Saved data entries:
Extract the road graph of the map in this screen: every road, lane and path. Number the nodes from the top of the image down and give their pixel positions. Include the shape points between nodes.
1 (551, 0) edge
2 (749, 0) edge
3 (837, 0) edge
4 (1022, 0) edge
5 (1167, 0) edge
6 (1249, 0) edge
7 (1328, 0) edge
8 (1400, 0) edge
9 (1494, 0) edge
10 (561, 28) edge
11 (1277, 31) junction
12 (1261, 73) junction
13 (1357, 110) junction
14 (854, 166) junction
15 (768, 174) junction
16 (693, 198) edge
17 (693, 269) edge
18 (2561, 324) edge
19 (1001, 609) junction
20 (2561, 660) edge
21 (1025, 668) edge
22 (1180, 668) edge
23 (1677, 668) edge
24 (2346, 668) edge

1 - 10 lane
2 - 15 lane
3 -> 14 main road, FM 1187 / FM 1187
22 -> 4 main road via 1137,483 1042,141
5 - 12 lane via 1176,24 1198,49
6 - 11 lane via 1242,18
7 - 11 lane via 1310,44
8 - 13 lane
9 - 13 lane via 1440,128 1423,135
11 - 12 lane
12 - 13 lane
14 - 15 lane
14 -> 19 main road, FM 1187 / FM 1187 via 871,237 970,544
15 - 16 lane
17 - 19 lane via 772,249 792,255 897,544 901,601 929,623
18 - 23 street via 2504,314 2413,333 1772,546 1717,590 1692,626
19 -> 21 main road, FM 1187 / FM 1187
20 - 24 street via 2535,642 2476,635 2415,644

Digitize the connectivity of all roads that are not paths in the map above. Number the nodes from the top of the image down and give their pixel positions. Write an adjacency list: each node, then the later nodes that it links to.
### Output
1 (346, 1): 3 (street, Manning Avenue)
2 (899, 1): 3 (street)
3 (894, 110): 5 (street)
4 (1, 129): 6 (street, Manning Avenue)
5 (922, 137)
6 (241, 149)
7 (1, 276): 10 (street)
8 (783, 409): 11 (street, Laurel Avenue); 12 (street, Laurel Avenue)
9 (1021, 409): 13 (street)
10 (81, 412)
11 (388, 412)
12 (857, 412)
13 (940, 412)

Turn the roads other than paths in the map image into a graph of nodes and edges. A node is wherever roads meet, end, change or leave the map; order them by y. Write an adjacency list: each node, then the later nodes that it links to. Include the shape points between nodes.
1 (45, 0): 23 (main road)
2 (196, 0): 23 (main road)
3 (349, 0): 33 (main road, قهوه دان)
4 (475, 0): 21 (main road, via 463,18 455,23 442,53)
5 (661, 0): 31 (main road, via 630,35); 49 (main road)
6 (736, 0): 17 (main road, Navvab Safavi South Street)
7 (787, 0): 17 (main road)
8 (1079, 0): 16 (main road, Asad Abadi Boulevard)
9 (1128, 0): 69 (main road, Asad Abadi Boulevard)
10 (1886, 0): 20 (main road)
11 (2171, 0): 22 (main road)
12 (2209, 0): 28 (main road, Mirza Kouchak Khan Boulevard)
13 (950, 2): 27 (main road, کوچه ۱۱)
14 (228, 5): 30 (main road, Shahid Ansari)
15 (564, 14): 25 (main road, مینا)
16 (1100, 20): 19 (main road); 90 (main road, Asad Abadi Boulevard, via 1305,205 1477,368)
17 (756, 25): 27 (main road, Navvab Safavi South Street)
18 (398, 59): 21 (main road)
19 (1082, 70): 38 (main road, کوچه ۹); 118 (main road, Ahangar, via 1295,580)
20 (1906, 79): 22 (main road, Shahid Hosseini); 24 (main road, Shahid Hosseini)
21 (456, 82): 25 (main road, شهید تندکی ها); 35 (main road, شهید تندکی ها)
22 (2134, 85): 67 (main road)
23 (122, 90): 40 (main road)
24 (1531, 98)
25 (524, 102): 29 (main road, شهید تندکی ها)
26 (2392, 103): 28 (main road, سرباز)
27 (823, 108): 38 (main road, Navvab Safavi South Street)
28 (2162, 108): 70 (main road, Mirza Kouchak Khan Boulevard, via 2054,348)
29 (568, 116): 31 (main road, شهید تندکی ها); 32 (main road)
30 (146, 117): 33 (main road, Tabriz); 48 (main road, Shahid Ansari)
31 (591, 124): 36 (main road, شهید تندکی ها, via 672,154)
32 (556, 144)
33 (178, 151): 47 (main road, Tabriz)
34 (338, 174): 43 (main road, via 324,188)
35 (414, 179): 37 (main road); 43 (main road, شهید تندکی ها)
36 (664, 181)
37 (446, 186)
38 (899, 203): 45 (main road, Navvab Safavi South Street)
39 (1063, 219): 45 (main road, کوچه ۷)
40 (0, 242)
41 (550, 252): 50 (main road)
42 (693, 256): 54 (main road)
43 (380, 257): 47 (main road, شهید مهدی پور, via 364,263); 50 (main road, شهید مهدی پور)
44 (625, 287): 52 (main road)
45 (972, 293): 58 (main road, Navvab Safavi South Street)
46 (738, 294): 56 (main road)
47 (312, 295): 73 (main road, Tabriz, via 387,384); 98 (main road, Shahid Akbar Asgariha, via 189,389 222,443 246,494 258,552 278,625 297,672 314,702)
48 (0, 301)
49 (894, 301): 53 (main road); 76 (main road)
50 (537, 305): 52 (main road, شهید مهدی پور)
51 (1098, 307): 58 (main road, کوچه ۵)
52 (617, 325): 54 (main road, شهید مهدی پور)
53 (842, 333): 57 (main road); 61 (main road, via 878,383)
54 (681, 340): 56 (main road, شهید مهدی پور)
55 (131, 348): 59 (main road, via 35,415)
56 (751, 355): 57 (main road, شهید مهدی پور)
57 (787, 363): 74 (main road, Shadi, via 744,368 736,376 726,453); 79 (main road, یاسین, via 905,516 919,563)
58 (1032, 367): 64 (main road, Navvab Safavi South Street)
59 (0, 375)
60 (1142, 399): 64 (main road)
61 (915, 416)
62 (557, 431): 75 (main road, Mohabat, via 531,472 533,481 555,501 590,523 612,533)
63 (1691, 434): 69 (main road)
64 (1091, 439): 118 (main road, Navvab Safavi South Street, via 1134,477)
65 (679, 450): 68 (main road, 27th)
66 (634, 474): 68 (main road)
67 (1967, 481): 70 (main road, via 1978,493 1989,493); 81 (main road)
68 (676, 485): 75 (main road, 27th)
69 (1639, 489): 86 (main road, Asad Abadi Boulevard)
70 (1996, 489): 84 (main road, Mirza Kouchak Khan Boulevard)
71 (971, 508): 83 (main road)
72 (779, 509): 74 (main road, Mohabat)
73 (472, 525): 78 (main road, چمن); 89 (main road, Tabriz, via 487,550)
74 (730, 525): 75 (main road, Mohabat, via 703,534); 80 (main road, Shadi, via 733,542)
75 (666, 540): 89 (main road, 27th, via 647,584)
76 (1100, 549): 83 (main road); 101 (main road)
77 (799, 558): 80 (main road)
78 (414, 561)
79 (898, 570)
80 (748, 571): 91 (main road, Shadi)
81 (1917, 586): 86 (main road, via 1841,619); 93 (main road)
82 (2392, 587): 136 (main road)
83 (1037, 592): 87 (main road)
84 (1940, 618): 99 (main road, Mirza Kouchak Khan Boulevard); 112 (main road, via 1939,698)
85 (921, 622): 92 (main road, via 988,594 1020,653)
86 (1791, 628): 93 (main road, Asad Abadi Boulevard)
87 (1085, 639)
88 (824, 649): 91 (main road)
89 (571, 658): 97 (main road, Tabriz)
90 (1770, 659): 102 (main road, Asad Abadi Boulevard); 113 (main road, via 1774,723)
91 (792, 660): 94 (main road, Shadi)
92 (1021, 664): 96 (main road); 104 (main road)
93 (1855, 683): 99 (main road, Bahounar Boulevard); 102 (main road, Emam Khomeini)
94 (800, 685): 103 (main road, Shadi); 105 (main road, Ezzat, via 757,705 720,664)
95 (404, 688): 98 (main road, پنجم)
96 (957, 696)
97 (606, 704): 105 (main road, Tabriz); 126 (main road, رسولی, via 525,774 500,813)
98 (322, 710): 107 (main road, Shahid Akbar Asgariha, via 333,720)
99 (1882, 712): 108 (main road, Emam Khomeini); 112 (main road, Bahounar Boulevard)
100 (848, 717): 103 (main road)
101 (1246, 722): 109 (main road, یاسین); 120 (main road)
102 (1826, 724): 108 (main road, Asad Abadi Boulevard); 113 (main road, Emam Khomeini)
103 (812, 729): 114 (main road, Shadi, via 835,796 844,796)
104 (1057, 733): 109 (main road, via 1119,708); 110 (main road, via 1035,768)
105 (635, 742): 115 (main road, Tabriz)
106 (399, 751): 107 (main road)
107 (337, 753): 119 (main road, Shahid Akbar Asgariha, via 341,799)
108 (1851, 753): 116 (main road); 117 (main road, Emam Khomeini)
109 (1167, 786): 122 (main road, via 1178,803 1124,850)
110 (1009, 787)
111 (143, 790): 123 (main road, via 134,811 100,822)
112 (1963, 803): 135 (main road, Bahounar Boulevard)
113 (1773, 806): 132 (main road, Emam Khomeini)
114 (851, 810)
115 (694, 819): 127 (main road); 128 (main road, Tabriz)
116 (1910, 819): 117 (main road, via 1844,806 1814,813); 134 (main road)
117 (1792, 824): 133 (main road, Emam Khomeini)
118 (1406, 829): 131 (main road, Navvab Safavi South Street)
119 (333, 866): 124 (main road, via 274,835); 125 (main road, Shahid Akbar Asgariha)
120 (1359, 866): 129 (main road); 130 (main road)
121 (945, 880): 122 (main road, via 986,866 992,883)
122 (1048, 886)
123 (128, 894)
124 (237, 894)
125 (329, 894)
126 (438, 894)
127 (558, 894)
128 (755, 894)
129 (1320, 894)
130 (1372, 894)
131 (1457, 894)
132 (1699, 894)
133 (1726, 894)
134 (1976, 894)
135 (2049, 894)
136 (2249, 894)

• **The problem**
Copy each line above holding "Number".

• **Response box**
Extract the road graph of the map in this screen: every road, lane and path. Number the nodes from the top of the image down and give their pixel positions. Include the shape points between nodes.
Digitize the connectivity of all roads that are not paths in the map above. Number the nodes from the top of the image down and give their pixel positions. Write an adjacency list: each node, then the later nodes that it links to.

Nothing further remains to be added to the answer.